___ Provided entries

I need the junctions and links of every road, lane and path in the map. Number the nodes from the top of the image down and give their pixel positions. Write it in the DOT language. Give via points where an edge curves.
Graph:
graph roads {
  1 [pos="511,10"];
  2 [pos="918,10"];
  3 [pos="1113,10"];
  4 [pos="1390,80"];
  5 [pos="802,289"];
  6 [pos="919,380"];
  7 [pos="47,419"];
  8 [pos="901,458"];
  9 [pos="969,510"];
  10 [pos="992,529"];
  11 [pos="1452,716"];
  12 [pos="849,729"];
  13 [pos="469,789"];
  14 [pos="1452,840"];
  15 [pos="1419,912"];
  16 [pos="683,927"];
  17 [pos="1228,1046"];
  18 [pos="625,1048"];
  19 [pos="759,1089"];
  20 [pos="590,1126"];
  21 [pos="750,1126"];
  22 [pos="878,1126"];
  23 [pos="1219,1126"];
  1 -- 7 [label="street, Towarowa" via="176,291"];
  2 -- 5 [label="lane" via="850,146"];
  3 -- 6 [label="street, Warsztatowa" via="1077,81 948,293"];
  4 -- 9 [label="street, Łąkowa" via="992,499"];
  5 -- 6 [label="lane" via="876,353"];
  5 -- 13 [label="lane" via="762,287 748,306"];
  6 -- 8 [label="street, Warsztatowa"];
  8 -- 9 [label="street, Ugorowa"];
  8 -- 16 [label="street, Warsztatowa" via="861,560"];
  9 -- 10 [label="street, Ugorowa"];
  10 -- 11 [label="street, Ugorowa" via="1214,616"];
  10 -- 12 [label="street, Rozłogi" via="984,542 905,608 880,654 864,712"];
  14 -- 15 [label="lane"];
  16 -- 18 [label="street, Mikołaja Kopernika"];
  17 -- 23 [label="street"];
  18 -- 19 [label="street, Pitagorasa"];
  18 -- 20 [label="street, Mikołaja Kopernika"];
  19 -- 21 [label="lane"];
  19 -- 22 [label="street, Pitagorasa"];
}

______

● **What to work on**
Answer by repeating every line of the listing exactly.

● **Result of the task**
I need the junctions and links of every road, lane and path in the map. Number the nodes from the top of the image down and give their pixel positions. Write it in the DOT language. Give via points where an edge curves.
Graph:
graph roads {
  1 [pos="511,10"];
  2 [pos="918,10"];
  3 [pos="1113,10"];
  4 [pos="1390,80"];
  5 [pos="802,289"];
  6 [pos="919,380"];
  7 [pos="47,419"];
  8 [pos="901,458"];
  9 [pos="969,510"];
  10 [pos="992,529"];
  11 [pos="1452,716"];
  12 [pos="849,729"];
  13 [pos="469,789"];
  14 [pos="1452,840"];
  15 [pos="1419,912"];
  16 [pos="683,927"];
  17 [pos="1228,1046"];
  18 [pos="625,1048"];
  19 [pos="759,1089"];
  20 [pos="590,1126"];
  21 [pos="750,1126"];
  22 [pos="878,1126"];
  23 [pos="1219,1126"];
  1 -- 7 [label="street, Towarowa" via="176,291"];
  2 -- 5 [label="lane" via="850,146"];
  3 -- 6 [label="street, Warsztatowa" via="1077,81 948,293"];
  4 -- 9 [label="street, Łąkowa" via="992,499"];
  5 -- 6 [label="lane" via="876,353"];
  5 -- 13 [label="lane" via="762,287 748,306"];
  6 -- 8 [label="street, Warsztatowa"];
  8 -- 9 [label="street, Ugorowa"];
  8 -- 16 [label="street, Warsztatowa" via="861,560"];
  9 -- 10 [label="street, Ugorowa"];
  10 -- 11 [label="street, Ugorowa" via="1214,616"];
  10 -- 12 [label="street, Rozłogi" via="984,542 905,608 880,654 864,712"];
  14 -- 15 [label="lane"];
  16 -- 18 [label="street, Mikołaja Kopernika"];
  17 -- 23 [label="street"];
  18 -- 19 [label="street, Pitagorasa"];
  18 -- 20 [label="street, Mikołaja Kopernika"];
  19 -- 21 [label="lane"];
  19 -- 22 [label="street, Pitagorasa"];
}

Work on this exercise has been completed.